### EXERCISE DESCRIPTION
From the line with "pinky dip: (574, 240)" through the line with "pinky tip: (866, 1090)", repeat the entries verbatim, both end lines included, and add nothing.

### EXTRACTED RECORDS
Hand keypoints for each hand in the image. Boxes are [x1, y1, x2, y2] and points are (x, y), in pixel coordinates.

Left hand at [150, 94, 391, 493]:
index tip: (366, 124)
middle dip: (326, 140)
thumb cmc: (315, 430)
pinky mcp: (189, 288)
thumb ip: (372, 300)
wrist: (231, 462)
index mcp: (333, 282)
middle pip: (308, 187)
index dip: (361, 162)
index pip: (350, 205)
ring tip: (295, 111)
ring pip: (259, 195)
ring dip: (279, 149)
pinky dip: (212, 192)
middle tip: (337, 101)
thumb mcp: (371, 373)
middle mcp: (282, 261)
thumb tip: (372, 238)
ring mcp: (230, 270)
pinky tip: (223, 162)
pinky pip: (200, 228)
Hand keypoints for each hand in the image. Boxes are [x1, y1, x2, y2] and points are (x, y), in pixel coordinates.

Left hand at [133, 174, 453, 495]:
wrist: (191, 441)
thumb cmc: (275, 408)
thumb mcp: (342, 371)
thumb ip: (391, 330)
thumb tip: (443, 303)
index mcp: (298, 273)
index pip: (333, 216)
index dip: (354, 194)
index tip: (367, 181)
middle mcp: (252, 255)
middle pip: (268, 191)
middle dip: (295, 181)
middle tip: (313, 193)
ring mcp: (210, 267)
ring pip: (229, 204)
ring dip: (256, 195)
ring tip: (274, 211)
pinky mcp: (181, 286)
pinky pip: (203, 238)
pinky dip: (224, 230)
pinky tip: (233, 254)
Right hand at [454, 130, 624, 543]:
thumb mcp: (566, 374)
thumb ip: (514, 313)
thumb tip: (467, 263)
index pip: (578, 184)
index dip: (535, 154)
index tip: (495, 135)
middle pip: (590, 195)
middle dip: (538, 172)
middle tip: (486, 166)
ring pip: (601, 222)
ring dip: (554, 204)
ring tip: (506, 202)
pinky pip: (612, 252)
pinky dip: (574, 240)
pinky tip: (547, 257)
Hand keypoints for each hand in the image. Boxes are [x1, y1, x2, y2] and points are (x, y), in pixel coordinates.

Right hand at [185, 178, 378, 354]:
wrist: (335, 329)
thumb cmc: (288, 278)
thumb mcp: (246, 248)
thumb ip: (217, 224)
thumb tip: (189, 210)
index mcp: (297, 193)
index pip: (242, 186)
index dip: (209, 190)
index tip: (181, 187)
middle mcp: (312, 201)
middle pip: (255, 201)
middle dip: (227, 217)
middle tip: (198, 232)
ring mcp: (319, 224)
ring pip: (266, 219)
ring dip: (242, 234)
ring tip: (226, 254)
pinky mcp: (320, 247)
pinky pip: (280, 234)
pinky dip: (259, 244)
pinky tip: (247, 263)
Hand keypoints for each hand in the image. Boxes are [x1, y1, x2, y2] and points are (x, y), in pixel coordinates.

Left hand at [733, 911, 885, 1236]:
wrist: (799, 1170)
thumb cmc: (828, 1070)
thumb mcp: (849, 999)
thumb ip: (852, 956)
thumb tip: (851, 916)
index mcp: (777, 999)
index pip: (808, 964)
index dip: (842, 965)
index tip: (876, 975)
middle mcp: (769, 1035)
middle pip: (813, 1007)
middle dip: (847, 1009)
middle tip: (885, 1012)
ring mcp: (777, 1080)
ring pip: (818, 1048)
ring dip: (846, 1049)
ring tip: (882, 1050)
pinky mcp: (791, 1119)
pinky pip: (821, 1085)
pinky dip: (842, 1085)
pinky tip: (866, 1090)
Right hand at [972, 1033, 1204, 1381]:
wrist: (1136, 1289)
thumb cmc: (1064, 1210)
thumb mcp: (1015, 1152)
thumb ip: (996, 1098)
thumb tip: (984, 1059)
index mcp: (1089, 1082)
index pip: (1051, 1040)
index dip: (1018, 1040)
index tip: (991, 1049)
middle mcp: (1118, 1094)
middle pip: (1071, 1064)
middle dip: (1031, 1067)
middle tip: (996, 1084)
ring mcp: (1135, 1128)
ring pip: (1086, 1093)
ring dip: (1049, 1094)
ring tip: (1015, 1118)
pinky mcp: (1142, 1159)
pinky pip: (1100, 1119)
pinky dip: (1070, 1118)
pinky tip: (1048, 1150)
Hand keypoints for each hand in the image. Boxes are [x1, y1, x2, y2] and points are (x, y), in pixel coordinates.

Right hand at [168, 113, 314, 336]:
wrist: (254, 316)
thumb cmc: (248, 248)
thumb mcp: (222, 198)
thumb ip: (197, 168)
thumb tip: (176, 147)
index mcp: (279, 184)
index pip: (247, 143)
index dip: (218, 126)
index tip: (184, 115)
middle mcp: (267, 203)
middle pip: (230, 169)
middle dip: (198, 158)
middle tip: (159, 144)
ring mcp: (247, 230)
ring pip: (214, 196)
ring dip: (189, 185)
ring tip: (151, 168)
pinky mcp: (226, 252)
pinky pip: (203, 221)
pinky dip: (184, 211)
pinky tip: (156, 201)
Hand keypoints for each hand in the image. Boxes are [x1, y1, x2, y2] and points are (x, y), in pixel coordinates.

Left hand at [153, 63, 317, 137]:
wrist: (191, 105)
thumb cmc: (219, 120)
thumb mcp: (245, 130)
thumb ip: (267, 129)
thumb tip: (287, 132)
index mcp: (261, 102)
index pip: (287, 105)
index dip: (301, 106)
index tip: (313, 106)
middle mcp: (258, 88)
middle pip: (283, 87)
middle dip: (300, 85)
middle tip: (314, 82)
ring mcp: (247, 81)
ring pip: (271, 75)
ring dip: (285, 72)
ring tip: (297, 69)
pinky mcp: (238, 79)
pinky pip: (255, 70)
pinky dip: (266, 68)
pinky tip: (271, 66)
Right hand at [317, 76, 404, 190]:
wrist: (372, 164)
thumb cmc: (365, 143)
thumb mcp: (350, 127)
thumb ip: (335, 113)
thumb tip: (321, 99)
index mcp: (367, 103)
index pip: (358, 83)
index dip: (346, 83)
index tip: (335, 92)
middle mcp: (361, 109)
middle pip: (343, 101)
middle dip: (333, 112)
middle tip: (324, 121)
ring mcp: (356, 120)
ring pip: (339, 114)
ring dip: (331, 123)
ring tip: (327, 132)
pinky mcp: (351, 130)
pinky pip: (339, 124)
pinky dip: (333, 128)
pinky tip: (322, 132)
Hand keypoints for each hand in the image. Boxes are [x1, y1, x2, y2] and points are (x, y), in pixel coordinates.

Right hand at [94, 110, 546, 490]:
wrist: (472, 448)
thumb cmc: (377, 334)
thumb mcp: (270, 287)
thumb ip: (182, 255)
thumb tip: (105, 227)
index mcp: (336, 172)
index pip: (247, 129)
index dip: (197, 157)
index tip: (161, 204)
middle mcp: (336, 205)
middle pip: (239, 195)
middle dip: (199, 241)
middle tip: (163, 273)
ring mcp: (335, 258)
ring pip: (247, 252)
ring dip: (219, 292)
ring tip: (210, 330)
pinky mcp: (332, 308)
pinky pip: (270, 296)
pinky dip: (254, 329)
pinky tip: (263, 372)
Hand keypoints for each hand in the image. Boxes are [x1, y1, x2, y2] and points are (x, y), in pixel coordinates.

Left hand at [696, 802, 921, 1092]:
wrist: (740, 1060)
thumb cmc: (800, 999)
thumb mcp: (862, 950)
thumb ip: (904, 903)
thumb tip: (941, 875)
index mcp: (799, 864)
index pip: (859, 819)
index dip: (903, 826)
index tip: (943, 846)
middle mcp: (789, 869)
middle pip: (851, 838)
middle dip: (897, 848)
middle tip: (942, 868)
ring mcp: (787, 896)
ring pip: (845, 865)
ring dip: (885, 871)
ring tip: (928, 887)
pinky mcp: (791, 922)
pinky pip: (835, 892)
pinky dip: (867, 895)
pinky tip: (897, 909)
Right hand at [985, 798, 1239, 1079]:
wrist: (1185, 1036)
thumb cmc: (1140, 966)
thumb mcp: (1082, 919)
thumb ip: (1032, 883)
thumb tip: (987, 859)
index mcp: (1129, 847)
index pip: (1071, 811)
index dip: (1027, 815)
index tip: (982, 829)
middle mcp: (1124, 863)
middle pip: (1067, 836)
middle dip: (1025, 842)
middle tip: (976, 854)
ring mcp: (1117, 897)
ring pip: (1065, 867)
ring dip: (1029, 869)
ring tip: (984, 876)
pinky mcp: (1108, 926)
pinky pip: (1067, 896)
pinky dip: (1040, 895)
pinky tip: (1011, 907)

### RESPONSE
pinky dip: (574, 240)
pinky tip: (547, 257)
Hand keypoints for each hand in the image. Boxes are [x1, y1, x2, y2] and points are (x, y), in pixel coordinates.

Right hand at [185, 178, 378, 354]:
wrist: (335, 329)
thumb cmc: (288, 278)
thumb mcp: (246, 248)
thumb ip: (217, 224)
thumb tip: (189, 210)
index mcp: (297, 193)
index pip: (242, 186)
index dip: (209, 190)
index tip: (181, 187)
middle mcp: (312, 201)
middle pip: (255, 201)
middle dip: (227, 217)
middle tip: (198, 232)
ring mcp: (319, 224)
ring pip: (266, 219)
ring dip: (242, 234)
ring tip: (226, 254)
pinky mcp: (320, 247)
pinky pip: (280, 234)
pinky dip: (259, 244)
pinky tip: (247, 263)
Hand keypoints for each hand in the image. Boxes are [x1, y1, x2, y2] and points are (x, y), in pixel coordinates.

Left hand at [733, 911, 885, 1236]:
wrist: (799, 1170)
thumb cmc: (828, 1070)
thumb mcp: (849, 999)
thumb ip: (852, 956)
thumb tip: (851, 916)
index mcp: (777, 999)
index pip: (808, 964)
index dip: (842, 965)
index tip: (876, 975)
middle mcp: (769, 1035)
middle pip: (813, 1007)
middle dip: (847, 1009)
middle tip: (885, 1012)
ring mcp: (777, 1080)
ring pip: (818, 1048)
ring dip: (846, 1049)
ring tip: (882, 1050)
pinky mcp: (791, 1119)
pinky pip: (821, 1085)
pinky dip: (842, 1085)
pinky tip: (866, 1090)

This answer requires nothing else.